Task prompt »
The records below are to be reproduced exactly, with every picture left out.

___

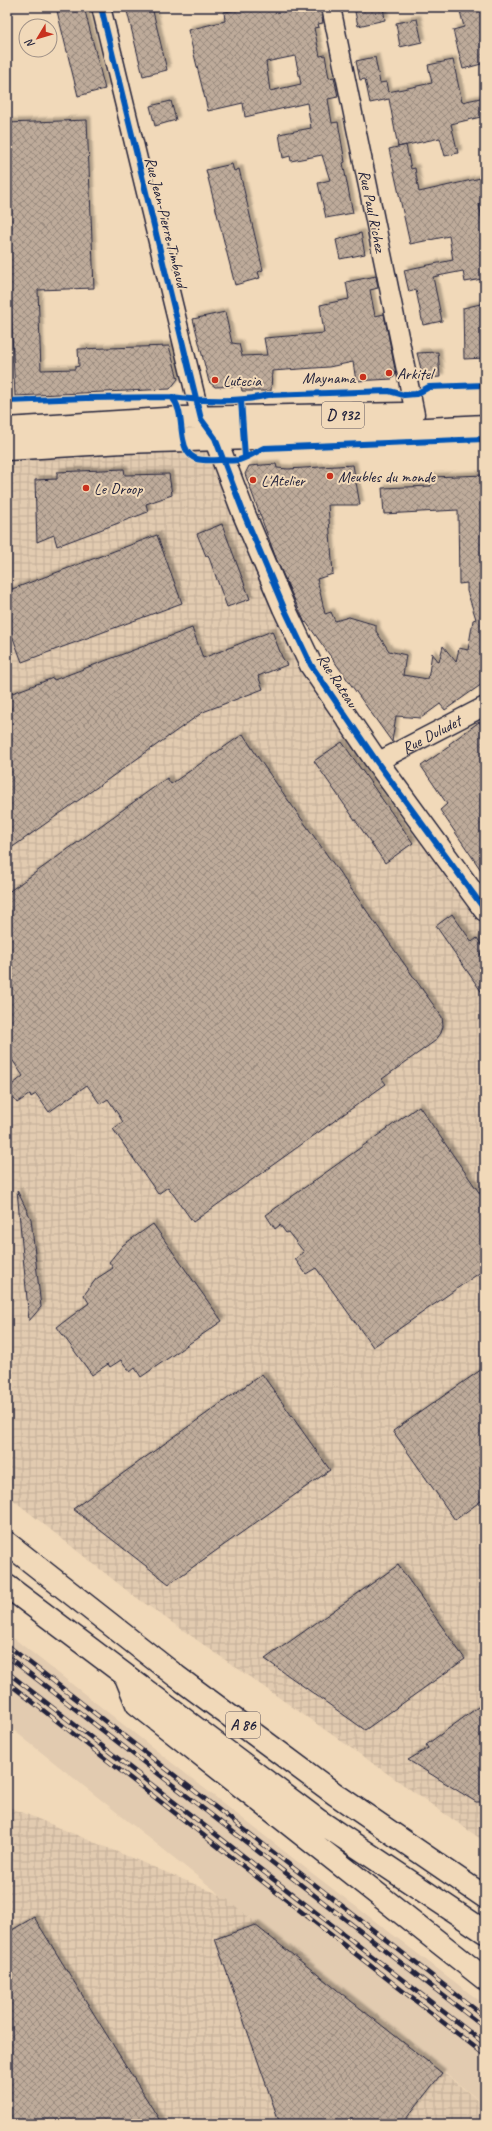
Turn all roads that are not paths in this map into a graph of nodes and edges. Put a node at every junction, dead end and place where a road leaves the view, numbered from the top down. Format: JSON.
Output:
{"nodes":[{"id":1,"x":101,"y":7,"type":"edge"},
{"id":2,"x":331,"y":7,"type":"edge"},
{"id":3,"x":485,"y":411,"type":"edge"},
{"id":4,"x":415,"y":414,"type":"junction"},
{"id":5,"x":201,"y":419,"type":"junction"},
{"id":6,"x":485,"y":426,"type":"edge"},
{"id":7,"x":7,"y":428,"type":"edge"},
{"id":8,"x":216,"y":438,"type":"junction"},
{"id":9,"x":7,"y":449,"type":"edge"},
{"id":10,"x":485,"y":706,"type":"edge"},
{"id":11,"x":377,"y":762,"type":"junction"},
{"id":12,"x":485,"y":910,"type":"edge"},
{"id":13,"x":7,"y":1543,"type":"edge"},
{"id":14,"x":7,"y":1586,"type":"edge"},
{"id":15,"x":126,"y":1676,"type":"junction"},
{"id":16,"x":485,"y":1897,"type":"edge"},
{"id":17,"x":485,"y":1932,"type":"edge"},
{"id":18,"x":485,"y":1980,"type":"edge"}],
"edges":[{"from":1,"to":5,"type":"street","name":"Rue Jean-Pierre Timbaud"},
{"from":2,"to":4,"type":"street","name":"Rue Paul Richez"},
{"from":3,"to":4,"type":"main road","number":"D 932"},
{"from":4,"to":5,"type":"main road","number":"D 932"},
{"from":5,"to":7,"type":"main road","number":"D 932"},
{"from":5,"to":8,"type":"street","name":"Rue Jean-Pierre Timbaud"},
{"from":6,"to":8,"type":"main road","number":"D 932"},
{"from":8,"to":9,"type":"main road","number":"D 932"},
{"from":8,"to":11,"type":"main road","name":"Rue Rateau"},
{"from":10,"to":11,"type":"street","name":"Rue Duludet"},
{"from":11,"to":12,"type":"main road","name":"Rue Rateau"},
{"from":13,"to":16,"type":"main road","number":"A 86"},
{"from":14,"to":15,"type":"main road","number":"A 86"},
{"from":15,"to":17,"type":"main road","number":"A 86"},
{"from":15,"to":18,"type":"main road"}]}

___

Response »
Turn all roads that are not paths in this map into a graph of nodes and edges. Put a node at every junction, dead end and place where a road leaves the view, numbered from the top down. Format: JSON.
Output:
{"nodes":[{"id":1,"x":101,"y":7,"type":"edge"},
{"id":2,"x":331,"y":7,"type":"edge"},
{"id":3,"x":485,"y":411,"type":"edge"},
{"id":4,"x":415,"y":414,"type":"junction"},
{"id":5,"x":201,"y":419,"type":"junction"},
{"id":6,"x":485,"y":426,"type":"edge"},
{"id":7,"x":7,"y":428,"type":"edge"},
{"id":8,"x":216,"y":438,"type":"junction"},
{"id":9,"x":7,"y":449,"type":"edge"},
{"id":10,"x":485,"y":706,"type":"edge"},
{"id":11,"x":377,"y":762,"type":"junction"},
{"id":12,"x":485,"y":910,"type":"edge"},
{"id":13,"x":7,"y":1543,"type":"edge"},
{"id":14,"x":7,"y":1586,"type":"edge"},
{"id":15,"x":126,"y":1676,"type":"junction"},
{"id":16,"x":485,"y":1897,"type":"edge"},
{"id":17,"x":485,"y":1932,"type":"edge"},
{"id":18,"x":485,"y":1980,"type":"edge"}],
"edges":[{"from":1,"to":5,"type":"street","name":"Rue Jean-Pierre Timbaud"},
{"from":2,"to":4,"type":"street","name":"Rue Paul Richez"},
{"from":3,"to":4,"type":"main road","number":"D 932"},
{"from":4,"to":5,"type":"main road","number":"D 932"},
{"from":5,"to":7,"type":"main road","number":"D 932"},
{"from":5,"to":8,"type":"street","name":"Rue Jean-Pierre Timbaud"},
{"from":6,"to":8,"type":"main road","number":"D 932"},
{"from":8,"to":9,"type":"main road","number":"D 932"},
{"from":8,"to":11,"type":"main road","name":"Rue Rateau"},
{"from":10,"to":11,"type":"street","name":"Rue Duludet"},
{"from":11,"to":12,"type":"main road","name":"Rue Rateau"},
{"from":13,"to":16,"type":"main road","number":"A 86"},
{"from":14,"to":15,"type":"main road","number":"A 86"},
{"from":15,"to":17,"type":"main road","number":"A 86"},
{"from":15,"to":18,"type":"main road"}]}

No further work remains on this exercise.